Autrement dit, de la même manière qu’actuellement, aucun enfant ne peut être déshérité de sa part sur la réserve héréditaire. L’idée serait d’imposer le même droit au niveau des petits-enfants : Aucun petit-enfant ne pourrait bénéficier d’une part de la réserve héréditaire, sans que les autres ne touchent une part identique. Ce droit égalitaire a pour vocation de préserver l'unité dans les familles. C’est la vocation de la quotité disponible de permettre d’exprimer une préférence dans un testament.
- Défiscaliser totalement, de tout frais de succession sur les transmissions faites à des petits-enfants, que ce soit au titre de la réserve héréditaire.
[1] France 2- Emission Les 4 Vérités par Gilles Bornstein – 15 octobre 2025 (à partir de 6’ 29”).
[2] Jean-Paul II, Encycl. Centesimus annus, 31: AAS 83 (1991) 832.
[3] Concile Œcuménique Vatican II, Const. past. Gaudium et spes, 71
Et Jean XXIII, Encycl. Mater et magistra: AAS 53 (1961) 428-429.
[4] Cf. Jean-Paul II, Encycl.
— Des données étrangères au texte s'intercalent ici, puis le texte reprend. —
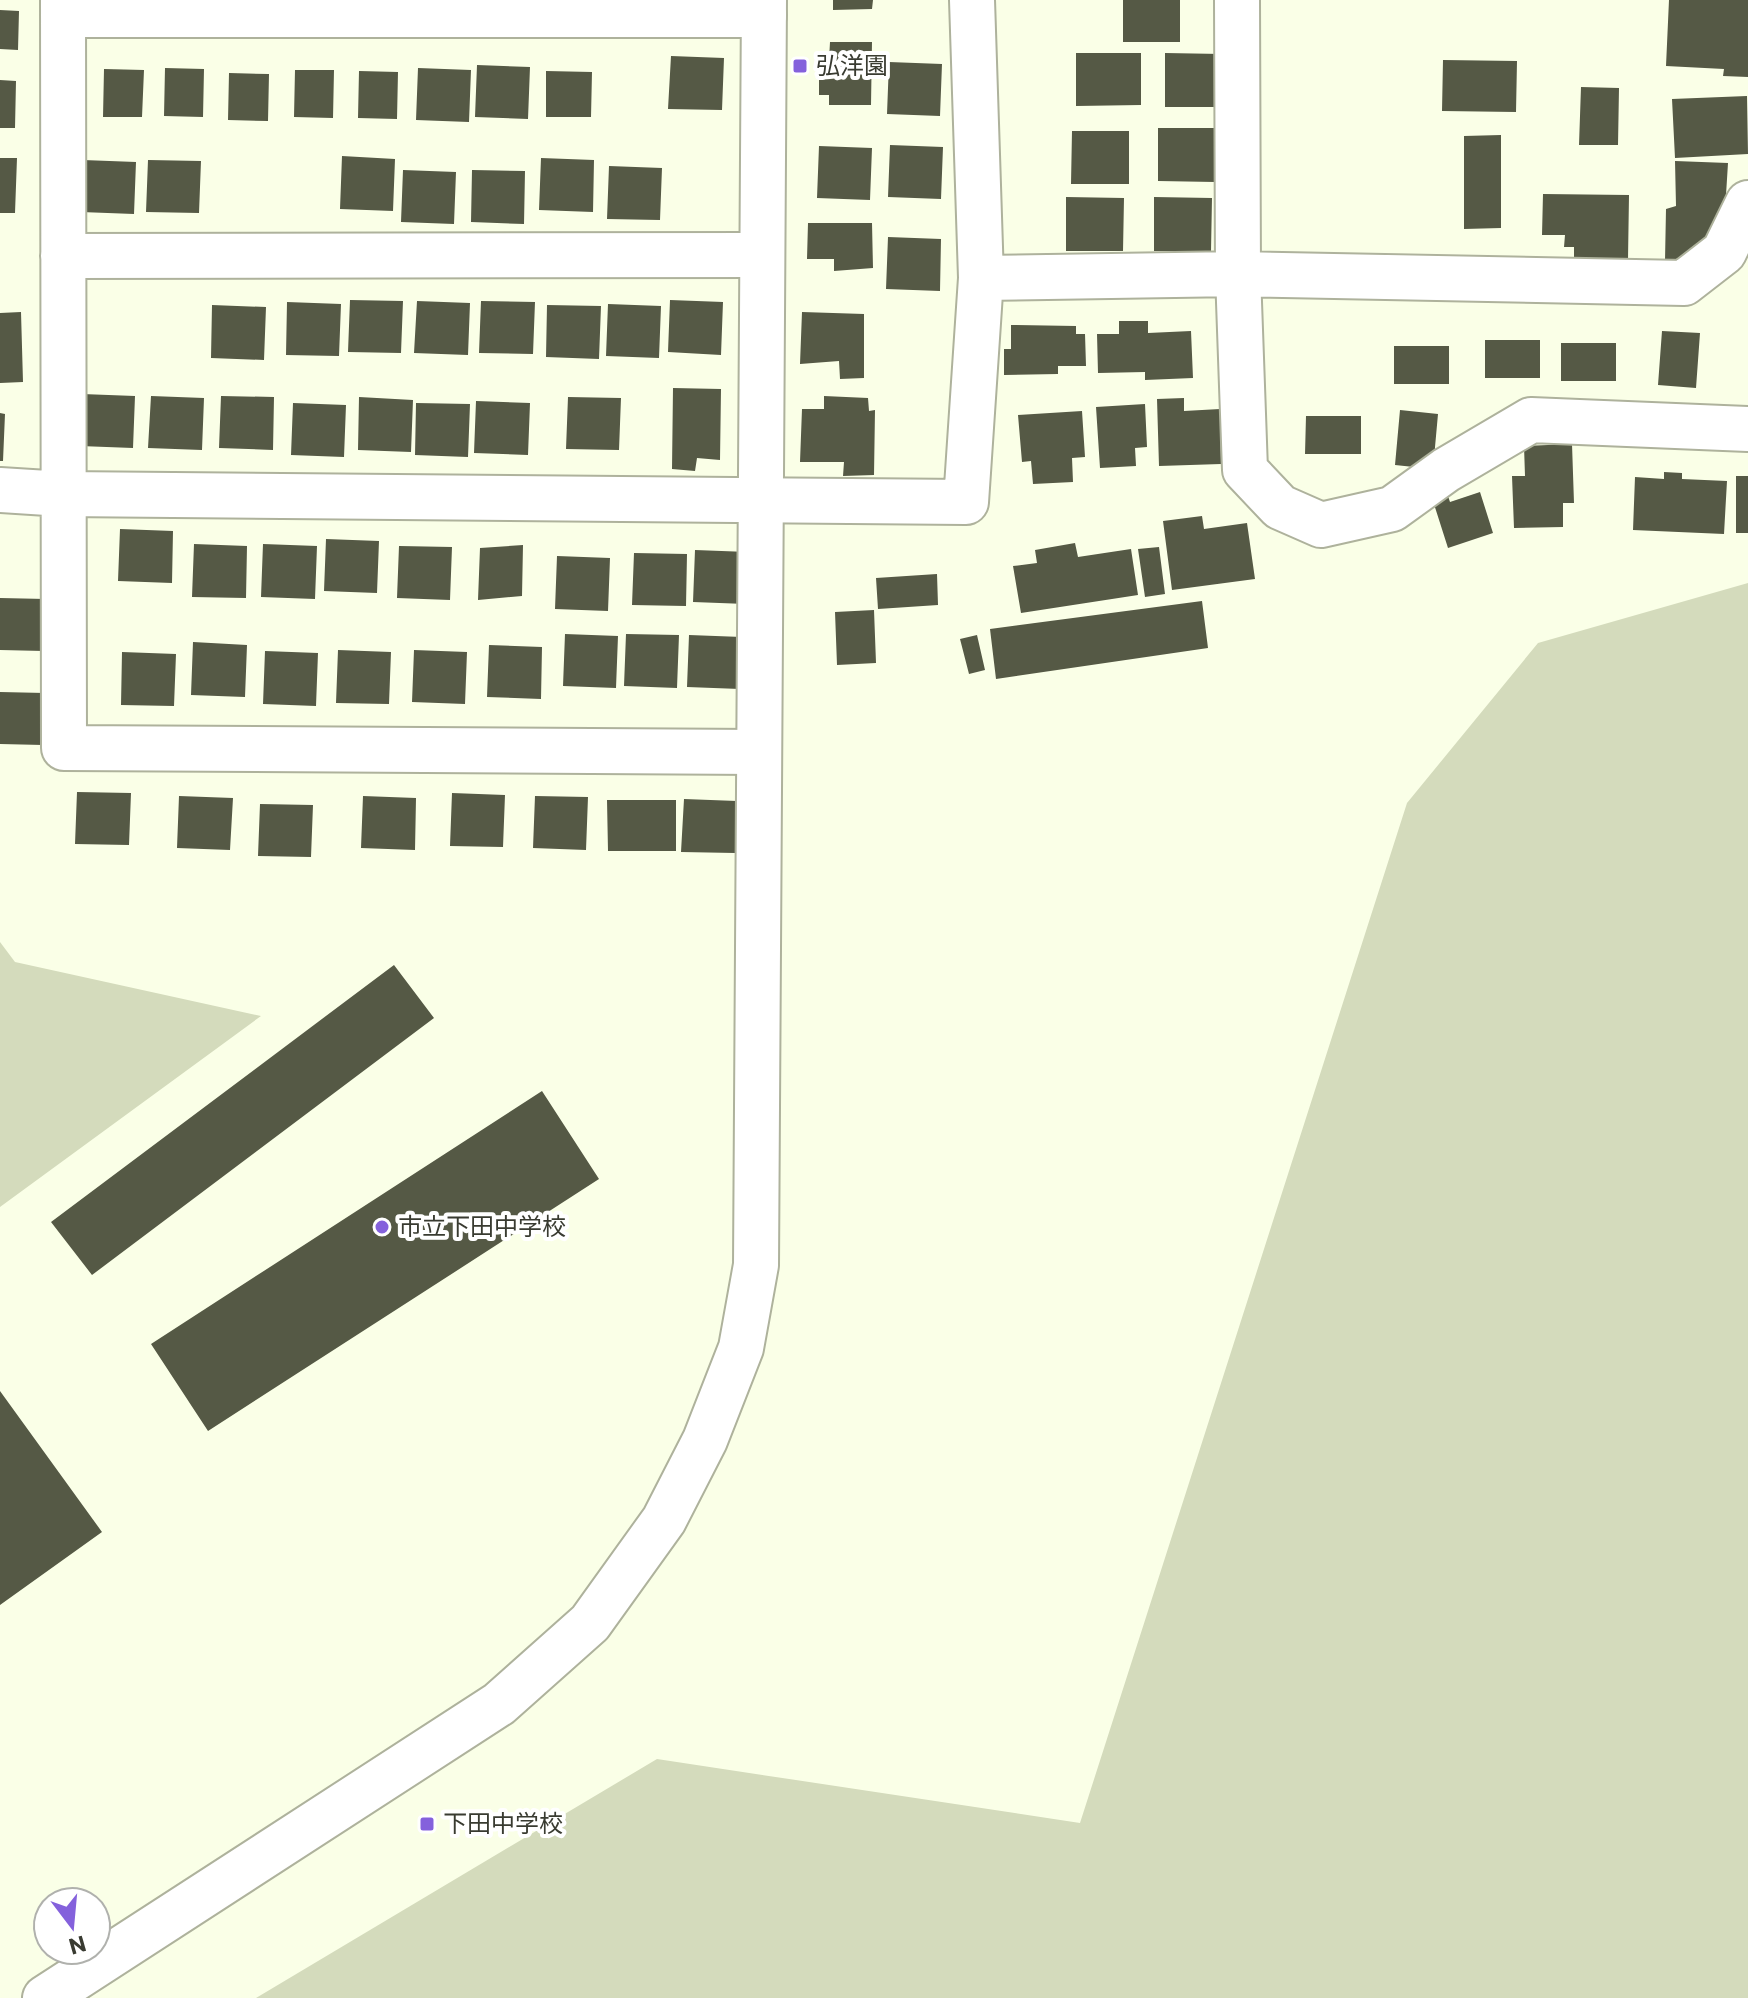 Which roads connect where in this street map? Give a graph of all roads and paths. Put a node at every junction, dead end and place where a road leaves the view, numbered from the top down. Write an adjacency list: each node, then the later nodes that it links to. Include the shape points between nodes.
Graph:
1 (972, 0): 9 (street)
2 (1237, 0): 8 (street)
3 (764, 7): 4 (street); 6 (street)
4 (63, 8): 7 (street)
5 (1748, 203): 8 (street, via 1724,252 1684,283)
6 (762, 255): 7 (street); 13 (street)
7 (63, 256): 12 (street)
8 (1238, 274): 9 (street); 10 (street, via 1245,470 1280,507 1321,525 1392,509 1531,420)
9 (981, 278): 13 (street, via 966,502)
10 (1748, 429)
11 (0, 490): 12 (street)
12 (63, 494): 13 (street); 14 (street, via 64,748)
13 (762, 500): 14 (street)
14 (759, 752): 15 (street, via 756,1265 741,1348 705,1440 664,1520 590,1623 499,1704)
15 (45, 1998) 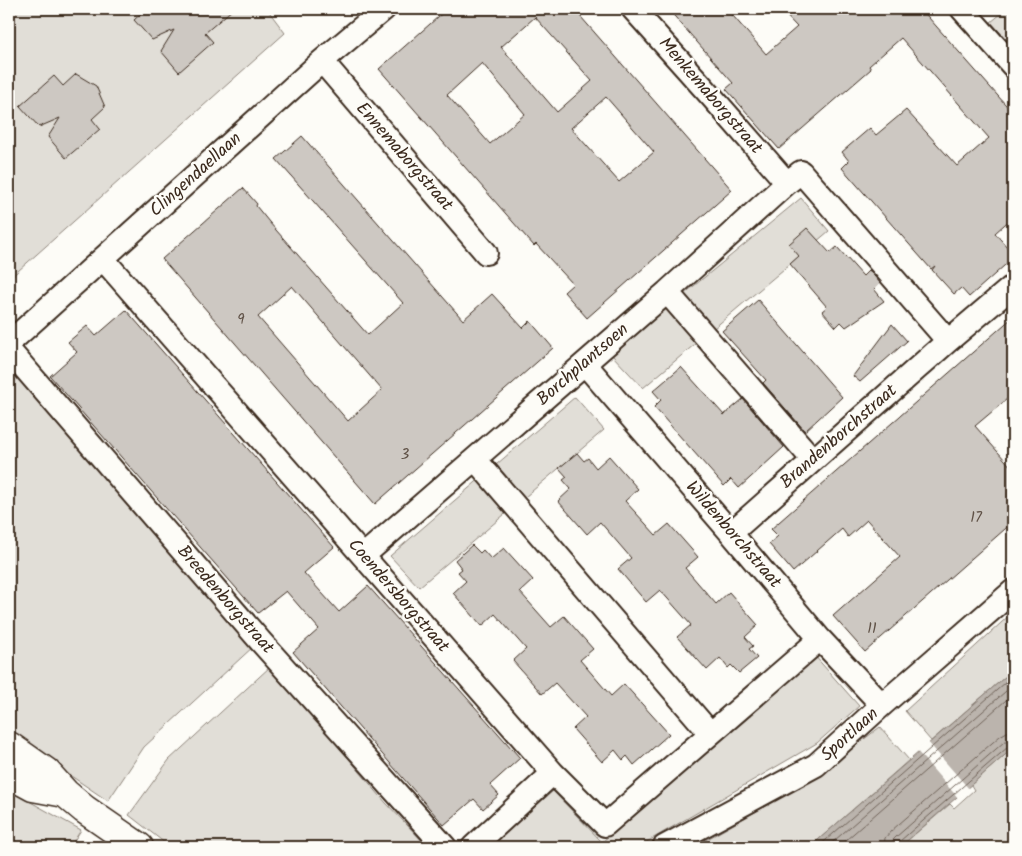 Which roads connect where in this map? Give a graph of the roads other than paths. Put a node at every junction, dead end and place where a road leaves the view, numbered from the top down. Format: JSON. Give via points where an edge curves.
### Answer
{"nodes":[{"id":1,"x":384,"y":9,"type":"edge"},
{"id":2,"x":633,"y":9,"type":"edge"},
{"id":3,"x":974,"y":13,"type":"edge"},
{"id":4,"x":322,"y":61,"type":"junction"},
{"id":5,"x":1013,"y":66,"type":"edge"},
{"id":6,"x":794,"y":178,"type":"junction"},
{"id":7,"x":486,"y":253,"type":"dead end"},
{"id":8,"x":103,"y":260,"type":"junction"},
{"id":9,"x":1013,"y":286,"type":"edge"},
{"id":10,"x":667,"y":292,"type":"junction"},
{"id":11,"x":948,"y":341,"type":"junction"},
{"id":12,"x":9,"y":344,"type":"edge"},
{"id":13,"x":9,"y":350,"type":"edge"},
{"id":14,"x":585,"y":364,"type":"junction"},
{"id":15,"x":475,"y":459,"type":"junction"},
{"id":16,"x":813,"y":460,"type":"junction"},
{"id":17,"x":731,"y":533,"type":"junction"},
{"id":18,"x":363,"y":556,"type":"junction"},
{"id":19,"x":1013,"y":591,"type":"edge"},
{"id":20,"x":820,"y":639,"type":"junction"},
{"id":21,"x":882,"y":705,"type":"junction"},
{"id":22,"x":710,"y":733,"type":"junction"},
{"id":23,"x":9,"y":746,"type":"edge"},
{"id":24,"x":553,"y":773,"type":"junction"},
{"id":25,"x":9,"y":774,"type":"edge"},
{"id":26,"x":75,"y":801,"type":"junction"},
{"id":27,"x":131,"y":842,"type":"edge"},
{"id":28,"x":445,"y":847,"type":"edge"},
{"id":29,"x":473,"y":847,"type":"edge"},
{"id":30,"x":664,"y":847,"type":"edge"}],
"edges":[{"from":1,"to":4,"type":"street","name":"Clingendaellaan"},
{"from":2,"to":6,"type":"street","name":"Menkemaborgstraat","via":[[711,96]]},
{"from":3,"to":5,"type":"street"},
{"from":4,"to":7,"type":"street","name":"Ennemaborgstraat"},
{"from":4,"to":8,"type":"street","name":"Clingendaellaan"},
{"from":6,"to":10,"type":"street","name":"Borchplantsoen"},
{"from":6,"to":11,"type":"street"},
{"from":8,"to":12,"type":"street","name":"Clingendaellaan"},
{"from":8,"to":18,"type":"street","name":"Coendersborgstraat"},
{"from":9,"to":11,"type":"street","name":"Brandenborchstraat"},
{"from":10,"to":14,"type":"street","name":"Borchplantsoen"},
{"from":10,"to":16,"type":"street"},
{"from":11,"to":16,"type":"street","name":"Brandenborchstraat"},
{"from":13,"to":28,"type":"street","name":"Breedenborgstraat","via":[[262,643]]},
{"from":14,"to":15,"type":"street","name":"Borchplantsoen"},
{"from":14,"to":17,"type":"street","name":"Wildenborchstraat"},
{"from":15,"to":18,"type":"street","name":"Borchplantsoen"},
{"from":15,"to":22,"type":"street"},
{"from":16,"to":17,"type":"street","name":"Brandenborchstraat"},
{"from":17,"to":20,"type":"street","name":"Wildenborchstraat"},
{"from":18,"to":24,"type":"street","name":"Coendersborgstraat"},
{"from":19,"to":21,"type":"street","name":"Sportlaan"},
{"from":20,"to":21,"type":"street","name":"Wildenborchstraat"},
{"from":20,"to":22,"type":"street","name":"Coendersborgstraat"},
{"from":21,"to":30,"type":"street","name":"Sportlaan","via":[[816,765]]},
{"from":22,"to":24,"type":"street","name":"Coendersborgstraat","via":[[605,825]]},
{"from":23,"to":26,"type":"main road","via":[[46,772]]},
{"from":24,"to":29,"type":"street"},
{"from":25,"to":26,"type":"main road","via":[[33,787]]},
{"from":26,"to":27,"type":"main road"}]}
Centesimus annus, 6: AAS 83 (1991) 800-801.
[5] Léon XIII, Encycl. Rerum novarum: Acta Leonis XIII, 11 (1892) 102.
[6] Maxime Sbaihi est directeur stratégique du Club Landoy, un collectif dédié à la révolution démographique. Il était directeur des études France à l'Institut Montaigne de 2023 à 2024 et est aujourd'hui expert-associé sur les questions économiques et démographiques.
Maxime a débuté sa carrière en tant qu’économiste dans la banque Oddo BHF à Paris avant de rejoindre le siège de Bloomberg à Londres comme économiste zone euro. De 2014 et 2018, il y sera en charge de l’analyse conjoncturelle européenne et du suivi de la politique monétaire de la BCE. Il devient ensuite directeur général du think-tank Génération Libre, de 2018 à 2021, avant de rejoindre le cabinet de conseil international Brunswick en tant que directeur.
Maxime est également chroniqueur au quotidien L’Opinion et a publié, en 2022, "Le Grand Vieillissement" aux Editions de l’Observatoire, un essai sur les évolutions démographiques et l’équité intergénérationnelle.